ASSIGNMENT:
Copy every entry in the listing below exactly, but not the pictures.
** Opening SUPPLIED MATERIAL block **
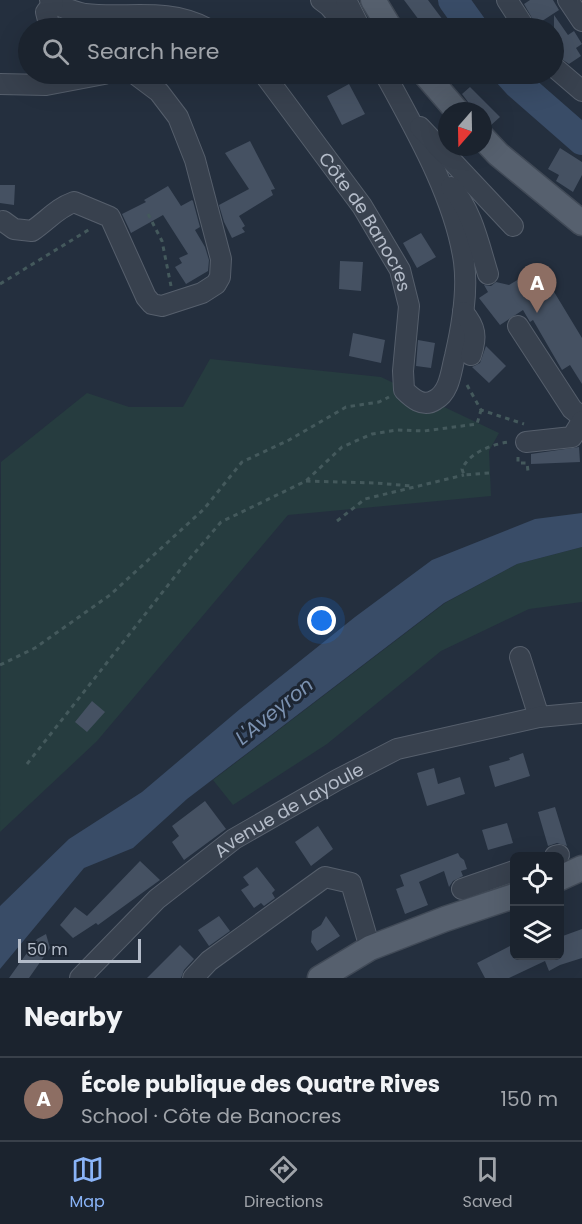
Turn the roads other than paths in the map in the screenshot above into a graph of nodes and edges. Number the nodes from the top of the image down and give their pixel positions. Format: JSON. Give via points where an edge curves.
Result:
{"nodes":[{"id":1,"x":321,"y":0,"type":"edge"},
{"id":2,"x":346,"y":0,"type":"edge"},
{"id":3,"x":373,"y":0,"type":"edge"},
{"id":4,"x":507,"y":0,"type":"edge"},
{"id":5,"x":568,"y":0,"type":"edge"},
{"id":6,"x":52,"y":2,"type":"edge"},
{"id":7,"x":48,"y":18,"type":"edge"},
{"id":8,"x":174,"y":18,"type":"edge"},
{"id":9,"x":340,"y":18,"type":"edge"},
{"id":10,"x":355,"y":18,"type":"edge"},
{"id":11,"x":384,"y":18,"type":"edge"},
{"id":12,"x":519,"y":18,"type":"edge"},
{"id":13,"x":582,"y":21,"type":"edge"},
{"id":14,"x":564,"y":76,"type":"edge"},
{"id":15,"x":0,"y":84,"type":"edge"},
{"id":16,"x":51,"y":84,"type":"edge"},
{"id":17,"x":148,"y":84,"type":"edge"},
{"id":18,"x":271,"y":84,"type":"edge"},
{"id":19,"x":390,"y":84,"type":"edge"},
{"id":20,"x":434,"y":84,"type":"edge"},
{"id":21,"x":582,"y":91,"type":"edge"},
{"id":22,"x":449,"y":102,"type":"edge"},
{"id":23,"x":411,"y":122,"type":"junction"},
{"id":24,"x":492,"y":148,"type":"edge"},
{"id":25,"x":438,"y":179,"type":"junction"},
{"id":26,"x":3,"y":221,"type":"dead end"},
{"id":27,"x":582,"y":223,"type":"edge"},
{"id":28,"x":513,"y":226,"type":"dead end"},
{"id":29,"x":488,"y":274,"type":"dead end"},
{"id":30,"x":463,"y":312,"type":"junction"},
{"id":31,"x":518,"y":326,"type":"dead end"},
{"id":32,"x":471,"y":355,"type":"dead end"},
{"id":33,"x":579,"y":412,"type":"edge"},
{"id":34,"x":525,"y":433,"type":"road end"},
{"id":35,"x":520,"y":657,"type":"dead end"},
{"id":36,"x":582,"y":713,"type":"edge"},
{"id":37,"x":539,"y":717,"type":"junction"},
{"id":38,"x":564,"y":864,"type":"edge"},
{"id":39,"x":582,"y":868,"type":"edge"},
{"id":40,"x":510,"y":874,"type":"edge"},
{"id":41,"x":462,"y":889,"type":"dead end"},
{"id":42,"x":510,"y":897,"type":"edge"},
{"id":43,"x":370,"y":948,"type":"junction"},
{"id":44,"x":80,"y":978,"type":"edge"},
{"id":45,"x":193,"y":978,"type":"edge"},
{"id":46,"x":320,"y":978,"type":"edge"}],
"edges":[{"from":1,"to":9,"type":"street"},
{"from":2,"to":10,"type":"street"},
{"from":3,"to":11,"type":"main road"},
{"from":4,"to":12,"type":"street"},
{"from":5,"to":13,"type":"street"},
{"from":6,"to":7,"type":"street","via":[[46,12]]},
{"from":6,"to":8,"type":"street","via":[[84,14],[158,14]]},
{"from":14,"to":21,"type":"street"},
{"from":15,"to":16,"type":"street"},
{"from":17,"to":26,"type":"street","via":[[178,117],[195,160],[221,259],[216,284],[177,302],[152,304],[110,217],[74,202],[61,206],[32,231],[14,229]]},
{"from":18,"to":30,"type":"street","name":"Côte de Banocres","via":[[362,206],[400,270],[409,306],[404,390],[413,400],[435,401],[447,389]]},
{"from":19,"to":23,"type":"street"},
{"from":20,"to":22,"type":"main road"},
{"from":23,"to":25,"type":"street"},
{"from":23,"to":28,"type":"street","via":[[419,125]]},
{"from":24,"to":27,"type":"main road"},
{"from":25,"to":29,"type":"street","via":[[457,193],[472,222]]},
{"from":25,"to":30,"type":"street","via":[[451,209],[464,261]]},
{"from":30,"to":32,"type":"street","via":[[471,320],[476,340]]},
{"from":31,"to":33,"type":"street"},
{"from":33,"to":34,"type":"street","via":[[572,437]]},
{"from":35,"to":37,"type":"street"},
{"from":36,"to":37,"type":"street","name":"Avenue de Layoule"},
{"from":37,"to":44,"type":"street","name":"Avenue de Layoule","via":[[397,749],[327,786],[225,845],[157,899]]},
{"from":38,"to":39,"type":"main road"},
{"from":40,"to":41,"type":"street"},
{"from":42,"to":43,"type":"main road"},
{"from":43,"to":45,"type":"street","via":[[351,884],[325,877],[209,961]]},
{"from":43,"to":46,"type":"main road"}]}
** Closing SUPPLIED MATERIAL block **
ANSWER SPACE:
Turn the roads other than paths in the map in the screenshot above into a graph of nodes and edges. Number the nodes from the top of the image down and give their pixel positions. Format: JSON. Give via points where an edge curves.
Result:
{"nodes":[{"id":1,"x":321,"y":0,"type":"edge"},
{"id":2,"x":346,"y":0,"type":"edge"},
{"id":3,"x":373,"y":0,"type":"edge"},
{"id":4,"x":507,"y":0,"type":"edge"},
{"id":5,"x":568,"y":0,"type":"edge"},
{"id":6,"x":52,"y":2,"type":"edge"},
{"id":7,"x":48,"y":18,"type":"edge"},
{"id":8,"x":174,"y":18,"type":"edge"},
{"id":9,"x":340,"y":18,"type":"edge"},
{"id":10,"x":355,"y":18,"type":"edge"},
{"id":11,"x":384,"y":18,"type":"edge"},
{"id":12,"x":519,"y":18,"type":"edge"},
{"id":13,"x":582,"y":21,"type":"edge"},
{"id":14,"x":564,"y":76,"type":"edge"},
{"id":15,"x":0,"y":84,"type":"edge"},
{"id":16,"x":51,"y":84,"type":"edge"},
{"id":17,"x":148,"y":84,"type":"edge"},
{"id":18,"x":271,"y":84,"type":"edge"},
{"id":19,"x":390,"y":84,"type":"edge"},
{"id":20,"x":434,"y":84,"type":"edge"},
{"id":21,"x":582,"y":91,"type":"edge"},
{"id":22,"x":449,"y":102,"type":"edge"},
{"id":23,"x":411,"y":122,"type":"junction"},
{"id":24,"x":492,"y":148,"type":"edge"},
{"id":25,"x":438,"y":179,"type":"junction"},
{"id":26,"x":3,"y":221,"type":"dead end"},
{"id":27,"x":582,"y":223,"type":"edge"},
{"id":28,"x":513,"y":226,"type":"dead end"},
{"id":29,"x":488,"y":274,"type":"dead end"},
{"id":30,"x":463,"y":312,"type":"junction"},
{"id":31,"x":518,"y":326,"type":"dead end"},
{"id":32,"x":471,"y":355,"type":"dead end"},
{"id":33,"x":579,"y":412,"type":"edge"},
{"id":34,"x":525,"y":433,"type":"road end"},
{"id":35,"x":520,"y":657,"type":"dead end"},
{"id":36,"x":582,"y":713,"type":"edge"},
{"id":37,"x":539,"y":717,"type":"junction"},
{"id":38,"x":564,"y":864,"type":"edge"},
{"id":39,"x":582,"y":868,"type":"edge"},
{"id":40,"x":510,"y":874,"type":"edge"},
{"id":41,"x":462,"y":889,"type":"dead end"},
{"id":42,"x":510,"y":897,"type":"edge"},
{"id":43,"x":370,"y":948,"type":"junction"},
{"id":44,"x":80,"y":978,"type":"edge"},
{"id":45,"x":193,"y":978,"type":"edge"},
{"id":46,"x":320,"y":978,"type":"edge"}],
"edges":[{"from":1,"to":9,"type":"street"},
{"from":2,"to":10,"type":"street"},
{"from":3,"to":11,"type":"main road"},
{"from":4,"to":12,"type":"street"},
{"from":5,"to":13,"type":"street"},
{"from":6,"to":7,"type":"street","via":[[46,12]]},
{"from":6,"to":8,"type":"street","via":[[84,14],[158,14]]},
{"from":14,"to":21,"type":"street"},
{"from":15,"to":16,"type":"street"},
{"from":17,"to":26,"type":"street","via":[[178,117],[195,160],[221,259],[216,284],[177,302],[152,304],[110,217],[74,202],[61,206],[32,231],[14,229]]},
{"from":18,"to":30,"type":"street","name":"Côte de Banocres","via":[[362,206],[400,270],[409,306],[404,390],[413,400],[435,401],[447,389]]},
{"from":19,"to":23,"type":"street"},
{"from":20,"to":22,"type":"main road"},
{"from":23,"to":25,"type":"street"},
{"from":23,"to":28,"type":"street","via":[[419,125]]},
{"from":24,"to":27,"type":"main road"},
{"from":25,"to":29,"type":"street","via":[[457,193],[472,222]]},
{"from":25,"to":30,"type":"street","via":[[451,209],[464,261]]},
{"from":30,"to":32,"type":"street","via":[[471,320],[476,340]]},
{"from":31,"to":33,"type":"street"},
{"from":33,"to":34,"type":"street","via":[[572,437]]},
{"from":35,"to":37,"type":"street"},
{"from":36,"to":37,"type":"street","name":"Avenue de Layoule"},
{"from":37,"to":44,"type":"street","name":"Avenue de Layoule","via":[[397,749],[327,786],[225,845],[157,899]]},
{"from":38,"to":39,"type":"main road"},
{"from":40,"to":41,"type":"street"},
{"from":42,"to":43,"type":"main road"},
{"from":43,"to":45,"type":"street","via":[[351,884],[325,877],[209,961]]},
{"from":43,"to":46,"type":"main road"}]}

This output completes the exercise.